Monday, September 24, 2012

More of the Same

All things are wearisome, more than one can say. The eye never has enough of seeing nor the ear its fill of hearing. What has been will be again, what has been done will be done again; there is nothing new under the sun. (Ecc. 1:8-9).


The words of Solomon are baffling. That a king could be bored is hard for us to believe. Here is a man who lacks nothing, bemoaning his boredom. “What has been will be again, what has been done will be done again.” Poor Solomon.

I find it hard to be sympathetic with a bored King. His words hit me in much the same way my children’s words do when they complain of boredom. “You’ve got to be kidding; how can you possibly be bored?” And yet, kids with computers and Xbox and smart phones get bored. Busy grown-ups with comfortable homes and beautiful families and well paying jobs get bored. And, as Ecclesiastes plainly shows us, Kings get bored.

Leo Tolstoy, in Anna Karenina, wrote that boredom is “the desire for desires.” That captures something of the inner deadness that boredom is. Look deeply into the deadly seduction of “sloth” and you’ll find boredom. The heart beats but never races. The eyes see but never dance in what they behold. The mouth speaks words but rarely to truly say anything.

Thus was Solomon afflicted. Maybe you know the deadening weight of this particular seduction. Caring about things requires so much energy and seems to make so little difference. Sloth isn’t a sin we commit. Sloth settles on us as we abandon our commitments.

In Ecclesiastes the boredom is described as a numbing repetition. What has been will be again. Solomon observed the movements of the sun and the wind. He watched the relentless flow of streams that feed the ocean but never fill it (Ecc. 1:5-7). All of this left him numb. That’s what sloth does. It makes us numb to joy and blind to beauty.

We observe the same traffic patterns in our morning commute, the same scheduled meetings, the routines of carpool and practices and laundry. Imperceptibly the sloth settles and the numbness spreads.

Typically, our first response is a change of pace, a new variable in the equation of our lives. This might mean a vacation or a career move. But over time even the new element becomes tired and familiar. What we need is the capacity to see into the ordinary repeated parts of life and discern the presence and purposes of God.

Sloth is what we’re left with when God is bleached out of an otherwise wonderful life. Absent God, the gift of ordinary things, of routines and practices, becomes burdensome.

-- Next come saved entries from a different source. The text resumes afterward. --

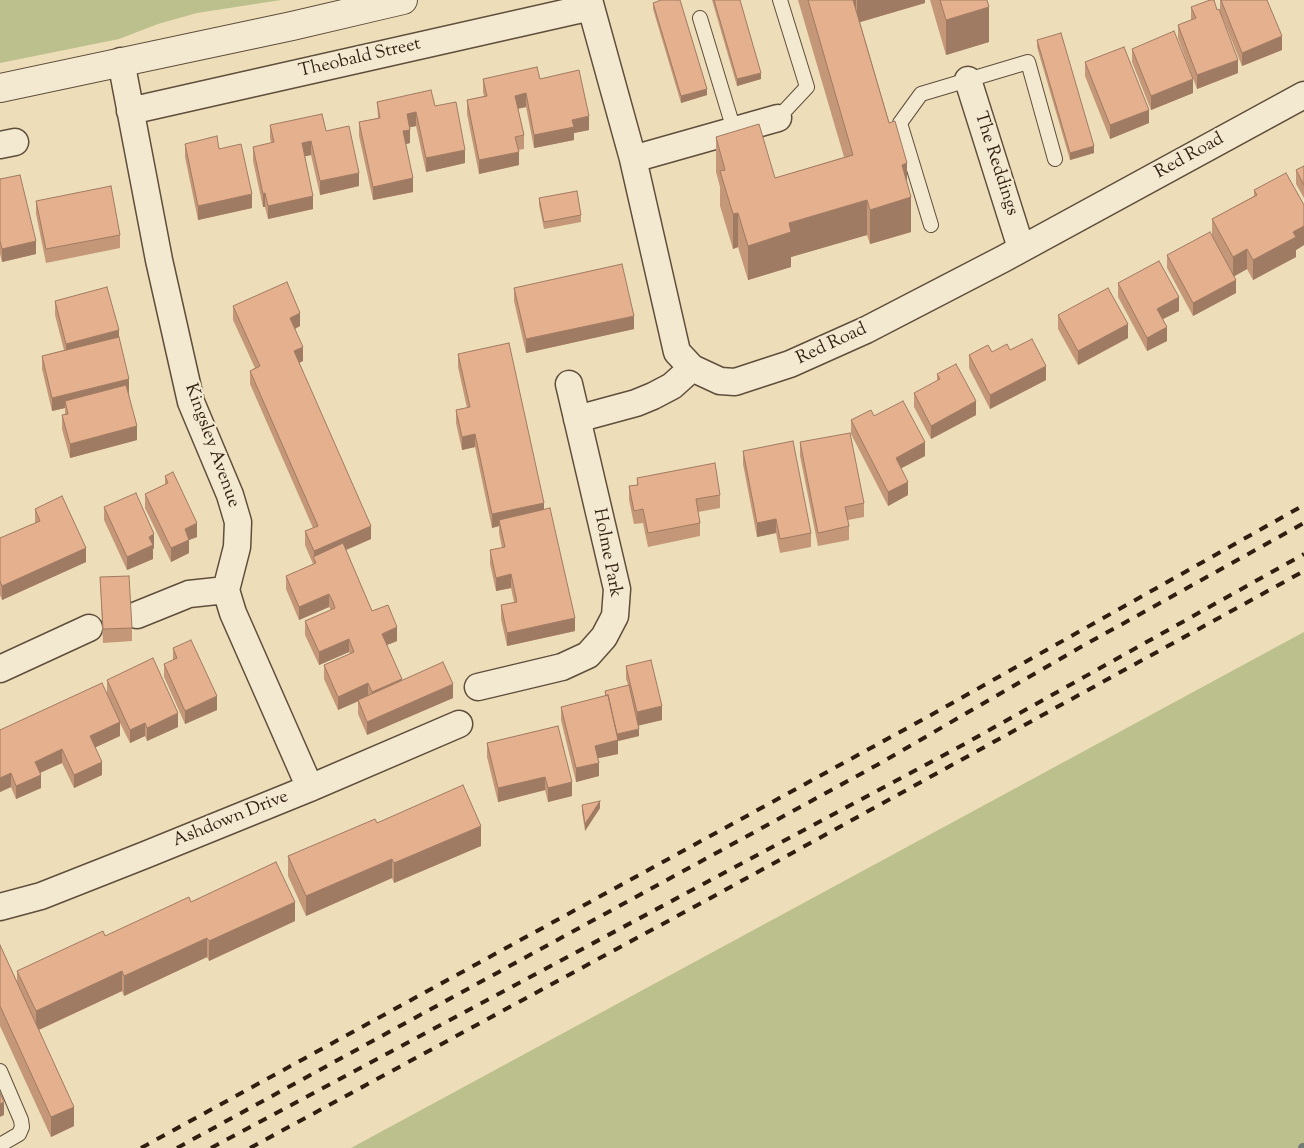 <!DOCTYPE html>
<style>
body{margin:0}
canvas{display:block;background:#edddb8}
</style>
<canvas width="1304" height="1148"></canvas>
<script>
const ctx = document.querySelector('canvas').getContext('2d');
ctx.lineJoin = 'round';
function fill(path, color) { ctx.fillStyle = color; ctx.fill(path, 'evenodd'); }
const toPath = rows => new Path2D(rows.map(r => 'M' + r).join(''));
function trace(path, color, width, dash) { ctx.strokeStyle = color; ctx.lineWidth = width; ctx.lineCap = dash ? 'butt' : 'round'; ctx.setLineDash(dash || []); ctx.stroke(path); }
function write(font, color, halo, rows, align = 'center') {
  ctx.font = font + ' "Sorts Mill Goudy",serif'; ctx.lineWidth = 4.5; ctx.setLineDash([]); ctx.textBaseline = 'middle'; ctx.strokeStyle = halo; ctx.fillStyle = color; for (const [text, x, y, turn = 0] of rows) {
    ctx.save(); ctx.translate(x, y); ctx.rotate((+turn || 0) * Math.PI / 180); ctx.textAlign = isNaN(turn) ? turn : align; if (halo) ctx.strokeText(text, 0, 0); ctx.fillText(text, 0, 0); ctx.restore();
  }
}
const green = toPath([
 [0,0,281,0,197,13,158,24,119,39,0,63],
 [1304,632,1304,1148,351,1148,785,913]
]);
const stream = toPath([
 [1303,1148,1304,1148]
]);
const service = toPath([
 [700,18,734,130],
 [778,118,807,87,780,0],
 [931,225,900,123,921,94,1028,62,1055,159],
 [0,1071,21,1120,22,1127,19,1134,0,1145]
]);
const minor = toPath([
 [589,0,633,159,677,352,692,368,720,381,735,382,790,364,866,330,1003,259,1304,95],
 [121,61,159,260,191,402,230,495,238,522,237,547,226,590,233,613,310,788],
 [968,80,1021,248],
 [130,111,591,7],
 [0,145,15,142],
 [633,159,778,118],
 [577,419,636,403,653,396,672,386,692,368],
 [137,615,189,594,226,590],
 [0,669,89,628],
 [478,687,562,667,588,655,604,637,615,616,617,589,569,384],
 [0,907,41,896,145,855,310,788,459,724]
]);
const tertiary = toPath([
 [0,88,292,26,403,0]
]);
const rail = toPath([
 [141,1148,931,715,1304,505],
 [177,1148,877,765,1079,648,1304,523],
 [211,1148,959,747,1304,554],
 [250,1148,716,895,1304,571]
]);
const wall = toPath([
 [712,0,740,0,761,79,737,86],
 [798,0,925,0,925,3,860,22,907,183,911,232,870,244,867,235,791,257,791,267,748,280,738,247,733,249,720,206,720,187,716,172,716,137,775,178,844,157],
 [930,0,987,0,989,42,946,55],
 [1220,0,1267,0,1282,50,1242,66,1222,16,1238,73,1197,89,1178,38,1178,25,1191,20,1191,7,1220,12],
 [653,3,707,95,681,103,653,9],
 [1037,40,1094,153,1070,160,1037,47],
 [1132,49,1193,93,1151,110,1132,62],
 [1085,62,1149,123,1110,139,1085,76],
 [483,79,540,79,589,130,574,133,574,140,534,148,526,107,518,109,524,135,524,149,518,150,519,165,479,174,467,114,467,100,484,96,483,92],
 [377,102,435,106,465,163,426,172,416,126,410,127,410,143,405,144,413,192,373,200,359,136,359,122,378,118],
 [270,125,326,131,359,186,320,195,311,155,305,156,313,209,268,219,265,207,263,207,253,161,253,147,271,143,270,138],
 [185,144,219,149,252,208,198,220,185,157],
 [1304,166,1304,198,1296,184,1296,170],
 [0,179,36,254,2,262,0,254],
 [1254,190,1304,205,1304,245,1296,250,1296,257,1253,280,1247,269,1234,276,1236,293,1193,316,1167,268,1167,255,1212,236,1212,219,1254,196],
 [539,198,581,215,581,222,544,229,539,205],
 [36,201,120,235,120,248,46,263,36,214],
 [1118,283,1179,311,1163,319,1167,341,1147,351,1118,297],
 [514,288,634,329,526,353,514,301],
 [55,301,119,337,137,440,70,458,62,429,62,415,65,414,65,408,52,411,42,369,42,356,64,350,55,315],
 [233,306,300,326,295,329,303,361,299,363,371,539,346,550,372,611,397,641,387,645,402,681,453,698,367,735,358,714,358,701,338,710,324,679,324,665,350,654,349,652,319,665,305,635,305,621,331,610,329,607,299,620,286,589,286,576,313,564,305,545,305,531,313,528,250,384,250,371,255,368,233,320],
 [1058,315,1128,338,1078,365,1058,329],
 [992,352,1046,380,990,409,969,368,969,355],
 [458,354,544,509,575,631,507,646,501,619,501,605,514,602,511,588,496,591,490,564,490,550,502,548,499,533,499,526,492,528,475,447,462,450,456,423,456,410,467,408,458,367],
 [937,374,976,415,931,439,914,407,914,393,937,381],
 [874,416,925,456,901,468,908,495,888,506,851,434,851,420],
 [800,442,864,503,864,517,848,520,849,526,849,540,818,546,800,456],
 [743,451,811,533,811,547,780,553,776,533,757,537,743,464],
 [165,476,197,537,189,540,189,553,171,562,145,508,145,494,165,485],
 [637,478,720,495,720,508,698,512,700,523,700,536,648,547,643,523,634,524,629,500,629,486,637,485],
 [104,507,154,548,153,549,153,559,127,570,104,520],
 [35,509,86,562,2,600,0,595,0,538,35,523],
 [100,577,132,628,132,641,103,643],
 [173,648,217,710,185,724,164,677,164,664,173,660],
 [626,666,662,720,639,725,639,736,618,741,618,754,598,758,599,776,576,782,561,720,561,707,605,696,605,691,628,685,626,679],
 [107,680,178,727,147,741,145,736,130,743,120,723,120,736,95,747,102,775,74,788,62,763,40,773,41,788,16,799,11,787,0,792,0,730,107,693],
 [558,726,572,796,548,802,545,790,498,802,487,757,487,743],
 [582,805,600,808,585,831,582,812],
 [377,823,481,846,394,883,392,878,306,916,288,876,288,856],
 [191,902,295,921,209,961,207,957,124,996,122,991,39,1030,74,1126,51,1137,0,1026,0,945,17,982,17,971]
]);
const shadedWall = toPath([
 [849,0,856,0,856,20],
 [857,0,925,0,925,3,857,23],
 [989,7,989,42,946,55,946,20],
 [1282,36,1282,50,1242,66,1242,53],
 [1238,60,1238,73,1197,89,1197,75],
 [761,73,761,79,737,86,737,79],
 [1193,79,1193,93,1151,110,1151,96],
 [707,89,707,95,681,103,681,96],
 [526,93,526,107,515,109,515,96],
 [1149,110,1149,123,1110,139,1110,125],
 [416,112,416,126,407,128,407,114],
 [589,116,589,130,574,133,574,140,534,148,534,135,572,120],
 [410,130,410,143,403,145,403,131],
 [311,141,311,155,302,157,302,143],
 [1094,146,1094,153,1070,160,1070,153],
 [465,150,465,163,426,172,426,158],
 [519,152,519,165,479,174,479,160],
 [907,163,907,197,902,165],
 [359,173,359,186,320,195,320,181],
 [413,178,413,192,373,200,373,187],
 [265,193,265,207,263,207,263,194],
 [252,194,252,208,198,220,198,206],
 [313,196,313,209,268,219,268,206],
 [911,197,911,232,870,244,870,210],
 [867,200,867,235,791,257,791,267,748,280,748,246,789,223],
 [738,213,738,247,733,249,733,214],
 [1304,226,1304,245,1296,250,1296,257,1253,280,1253,260,1293,232],
 [36,241,36,254,2,262,2,249],
 [1247,249,1247,269,1233,277,1233,257],
 [1236,280,1236,293,1193,316,1193,303],
 [1179,297,1179,311,1157,322,1157,309],
 [300,313,300,326,290,331,290,318],
 [634,316,634,329,526,353,526,339],
 [1128,324,1128,338,1078,365,1078,351],
 [1167,327,1167,341,1147,351,1147,338],
 [119,330,119,344,66,358,66,344],
 [303,347,303,361,294,365,294,351],
 [1046,366,1046,380,990,409,990,395],
 [129,379,129,393,67,408,65,401,65,408,52,411,52,398],
 [976,401,976,415,931,439,931,426],
 [137,426,137,440,70,458,70,444],
 [475,434,475,447,462,450,462,437],
 [925,442,925,456,896,471,896,458],
 [908,482,908,495,888,506,888,492],
 [544,503,544,517,499,520,499,526,492,528,492,514],
 [776,519,776,533,757,537,757,523],
 [197,523,197,537,189,540,189,553,171,562,171,548,185,529],
 [371,526,371,539,316,563,314,557,314,551],
 [154,534,154,548,153,549,153,559,127,570,127,557,149,537],
 [86,548,86,562,2,600,2,586],
 [511,574,511,588,496,591,496,578],
 [329,594,329,607,299,620,299,607],
 [575,618,575,631,507,646,507,633],
 [397,627,397,641,382,647,382,634],
 [349,639,349,652,319,665,319,652],
 [402,679,402,692,372,705,372,692],
 [368,683,368,697,338,710,338,697],
 [453,684,453,698,367,735,367,722],
 [217,696,217,710,185,724,185,711],
 [662,706,662,720,637,726,637,712],
 [178,713,178,727,147,741,147,728],
 [120,722,120,736,90,750,90,736],
 [145,723,145,736,130,743,130,730],
 [639,729,639,736,618,741,618,754,595,759,595,746,616,735],
 [62,749,62,763,35,775,35,762],
 [102,762,102,775,74,788,74,775],
 [599,763,599,776,576,782,576,768],
 [11,773,11,787,0,792,0,778],
 [41,775,41,788,16,799,16,786],
 [545,777,545,790,498,802,498,788],
 [572,782,572,796,548,802,548,788],
 [600,801,600,808,585,831,585,824],
 [481,826,481,846,394,883,394,863],
 [392,859,392,878,306,916,306,896],
 [295,902,295,921,209,961,209,941],
 [207,938,207,957,124,996,124,976],
 [122,971,122,991,36,1031,36,1011],
 [4,1102,4,1115,0,1117,0,1104],
 [74,1107,74,1126,51,1137,51,1117]
]);
const building = toPath([
 [661,0,680,0,707,89,681,96,653,3,661,0],
 [714,0,740,0,761,73,737,79,714,0],
 [808,0,853,0,889,123,895,121,907,163,902,165,911,197,870,210,867,200,789,223,791,232,748,246,738,213,733,214,720,171,725,170,716,137,759,124,775,178,853,155,808,0],
 [940,0,987,0,989,7,946,20,940,0],
 [1210,0,1214,0,1217,10,1219,9,1238,60,1197,75,1178,25,1196,18,1191,7,1210,0],
 [1221,0,1267,0,1282,36,1242,53,1221,0],
 [1174,31,1193,79,1151,96,1132,49,1174,31],
 [1061,33,1094,146,1070,153,1037,40,1061,33],
 [1124,47,1149,110,1110,125,1085,62,1124,47],
 [537,67,540,79,579,70,589,116,572,120,574,127,534,135,526,93,515,96,524,135,515,137,519,152,479,160,467,100,487,96,483,79,537,67],
 [431,90,435,106,456,102,465,150,426,158,416,112,407,114,410,130,403,131,413,178,373,187,359,122,380,118,377,102,431,90],
 [322,114,326,131,349,126,359,173,320,181,311,141,302,143,313,196,268,206,265,193,263,194,253,147,274,142,270,125,322,114],
 [217,136,219,149,241,144,252,194,198,206,185,144,217,136],
 [1304,166,1304,185,1296,170,1304,166],
 [1286,173,1304,205,1304,226,1293,232,1296,237,1253,260,1247,249,1233,257,1212,219,1257,195,1254,190,1286,173],
 [20,175,36,241,2,249,0,241,0,179,20,175],
 [111,186,120,235,46,249,36,201,111,186],
 [577,191,581,215,544,222,539,198,577,191],
 [1210,232,1236,280,1193,303,1167,255,1210,232],
 [1159,261,1179,297,1157,309,1167,327,1147,338,1118,283,1159,261],
 [622,264,634,316,526,339,514,288,622,264],
 [287,282,300,313,290,318,303,347,294,351,371,526,314,551,305,531,318,526,250,371,260,366,233,306,287,282],
 [107,287,119,330,66,344,55,301,107,287],
 [1108,288,1128,324,1078,351,1058,315,1108,288],
 [119,337,129,379,52,398,42,356,119,337],
 [1032,339,1046,366,990,395,969,355,988,345,992,352,1007,344,1010,350,1032,339],
 [509,343,544,503,492,514,475,434,462,437,456,410,470,407,458,354,509,343],
 [956,364,976,401,931,426,914,393,940,379,937,374,956,364],
 [126,385,137,426,70,444,62,415,68,414,65,401,126,385],
 [903,401,925,442,896,458,908,482,888,492,851,420,871,410,874,416,903,401],
 [850,433,864,503,845,507,849,526,818,533,800,442,850,433],
 [793,441,811,533,780,539,776,519,757,523,743,451,793,441],
 [715,463,720,495,696,499,700,523,648,533,643,509,634,511,629,486,638,485,637,478,715,463],
 [173,472,197,523,185,529,189,540,171,548,145,494,168,483,165,476,173,472],
 [136,493,154,534,149,537,153,545,127,557,104,507,136,493],
 [62,496,86,548,2,586,0,581,0,538,40,521,35,509,62,496],
 [550,508,575,618,507,633,501,605,517,602,511,574,496,578,490,550,505,547,499,520,550,508],
 [343,543,372,611,388,605,397,627,382,634,402,679,372,692,368,683,338,697,324,665,354,652,349,639,319,652,305,621,335,608,333,602,329,594,299,607,286,576,316,563,313,557,343,543],
 [129,576,132,628,103,629,100,577,129,576],
 [191,640,217,696,185,711,164,664,177,658,173,648,191,640],
 [153,658,178,713,147,728,145,723,130,730,107,680,153,658],
 [651,660,662,706,637,712,626,666,651,660],
 [443,662,453,684,367,722,358,700,443,662],
 [102,683,120,722,90,736,102,762,74,775,62,749,35,762,41,775,16,786,11,773,0,778,0,730,102,683],
 [629,685,639,729,617,734,608,695,606,696,605,691,629,685],
 [608,695,618,740,595,746,599,763,576,768,561,707,608,695],
 [558,726,572,782,548,788,545,777,498,788,487,743,558,726],
 [463,785,481,826,394,863,392,859,306,896,288,856,375,819,377,823,463,785],
 [600,801,585,824,582,805,600,801],
 [276,862,295,902,209,941,207,938,124,976,122,971,36,1011,17,971,103,931,105,936,189,897,191,902,276,862],
 [0,945,74,1107,51,1117,0,1006,0,945],
 [0,1093,4,1102,0,1104,0,1093]
]);
const streetNames = [
 ["Theobald Street",360,59,-13],
 ["Red Road",1190,157,-29],
 ["The Reddings",995,164,72],
 ["Red Road",832,345,-25],
 ["Kingsley Avenue",211,446,70],
 ["Holme Park",606,553,79],
 ["Ashdown Drive",231,820,-22]
];
fill(green, '#bbc08d');
trace(stream, '#717c76', 10);
trace(service, '#5f4e3b', 16);
trace(minor, '#5f4e3b', 29);
trace(tertiary, '#5f4e3b', 30);
trace(service, '#f3e9d1', 14);
trace(minor, '#f3e9d1', 26);
trace(tertiary, '#f3e9d1', 28);
trace(rail, '#301e11', 4, [9, 9]);
fill(wall, '#c59779');
fill(shadedWall, '#a07b63');
fill(building, '#e5b08d');
trace(building, '#a07b63', 1);
write('18px', '#301e11', '#f3e9d1', streetNames);
</script>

Try this today: Look for God in something familiar. Identify a person in your world with whom you interact every day or every week. Determine to learn one new thing about that person’s life.

Prayer:
God, through this day and all of its familiar routines, help me to detect your presence. Remind me that you are at work in the most ordinary details of the most ordinary day, and help me to live this day in eager expectation. I ask this in Jesus’ name. Amen.